From the entries below, copy out every line with "above" in it.

━━━ INPUT ━━━

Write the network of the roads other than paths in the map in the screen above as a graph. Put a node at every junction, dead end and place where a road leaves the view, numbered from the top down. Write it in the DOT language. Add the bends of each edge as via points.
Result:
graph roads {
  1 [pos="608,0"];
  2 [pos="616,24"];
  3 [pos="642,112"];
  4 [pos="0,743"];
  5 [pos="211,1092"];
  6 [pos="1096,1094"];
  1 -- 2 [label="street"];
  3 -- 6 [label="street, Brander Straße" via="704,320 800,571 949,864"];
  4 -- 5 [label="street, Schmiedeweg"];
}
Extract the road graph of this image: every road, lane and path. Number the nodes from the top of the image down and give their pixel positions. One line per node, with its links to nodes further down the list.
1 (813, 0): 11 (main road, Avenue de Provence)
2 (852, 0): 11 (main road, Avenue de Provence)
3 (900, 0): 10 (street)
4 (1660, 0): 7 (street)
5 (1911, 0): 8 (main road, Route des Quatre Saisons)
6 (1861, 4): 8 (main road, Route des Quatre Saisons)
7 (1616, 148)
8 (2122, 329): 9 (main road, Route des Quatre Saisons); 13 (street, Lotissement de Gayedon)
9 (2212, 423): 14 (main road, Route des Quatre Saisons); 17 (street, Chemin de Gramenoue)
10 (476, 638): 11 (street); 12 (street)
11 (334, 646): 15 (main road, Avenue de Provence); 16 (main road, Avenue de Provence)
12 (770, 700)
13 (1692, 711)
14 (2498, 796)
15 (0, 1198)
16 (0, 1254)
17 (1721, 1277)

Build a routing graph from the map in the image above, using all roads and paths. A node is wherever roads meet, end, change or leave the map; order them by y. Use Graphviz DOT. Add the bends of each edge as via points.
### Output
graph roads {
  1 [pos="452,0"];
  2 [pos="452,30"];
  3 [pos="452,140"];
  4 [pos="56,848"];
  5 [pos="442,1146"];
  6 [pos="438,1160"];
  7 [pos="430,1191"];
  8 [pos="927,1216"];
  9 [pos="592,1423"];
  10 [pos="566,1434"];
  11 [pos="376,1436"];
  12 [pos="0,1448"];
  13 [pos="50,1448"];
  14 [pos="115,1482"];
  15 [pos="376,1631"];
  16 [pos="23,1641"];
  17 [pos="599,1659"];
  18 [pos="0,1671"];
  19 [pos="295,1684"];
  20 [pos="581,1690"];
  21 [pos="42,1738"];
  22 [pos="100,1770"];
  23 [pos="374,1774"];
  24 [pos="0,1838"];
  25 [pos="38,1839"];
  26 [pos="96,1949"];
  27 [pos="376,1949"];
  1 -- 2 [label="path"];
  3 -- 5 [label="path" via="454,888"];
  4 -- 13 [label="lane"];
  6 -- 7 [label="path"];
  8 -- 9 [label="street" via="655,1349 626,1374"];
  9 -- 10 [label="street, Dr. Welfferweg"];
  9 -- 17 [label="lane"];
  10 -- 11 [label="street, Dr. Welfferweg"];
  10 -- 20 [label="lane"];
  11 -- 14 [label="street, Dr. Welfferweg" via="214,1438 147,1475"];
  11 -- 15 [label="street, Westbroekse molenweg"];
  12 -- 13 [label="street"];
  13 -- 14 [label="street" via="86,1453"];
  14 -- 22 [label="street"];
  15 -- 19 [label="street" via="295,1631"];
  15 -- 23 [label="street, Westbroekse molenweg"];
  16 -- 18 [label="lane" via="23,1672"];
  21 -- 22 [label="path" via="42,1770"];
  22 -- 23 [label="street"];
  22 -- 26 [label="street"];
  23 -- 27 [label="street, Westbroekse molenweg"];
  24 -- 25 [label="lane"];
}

━━━

OUTPUT:
Write the network of the roads other than paths in the map in the screen above as a graph. Put a node at every junction, dead end and place where a road leaves the view, numbered from the top down. Write it in the DOT language. Add the bends of each edge as via points.
Build a routing graph from the map in the image above, using all roads and paths. A node is wherever roads meet, end, change or leave the map; order them by y. Use Graphviz DOT. Add the bends of each edge as via points.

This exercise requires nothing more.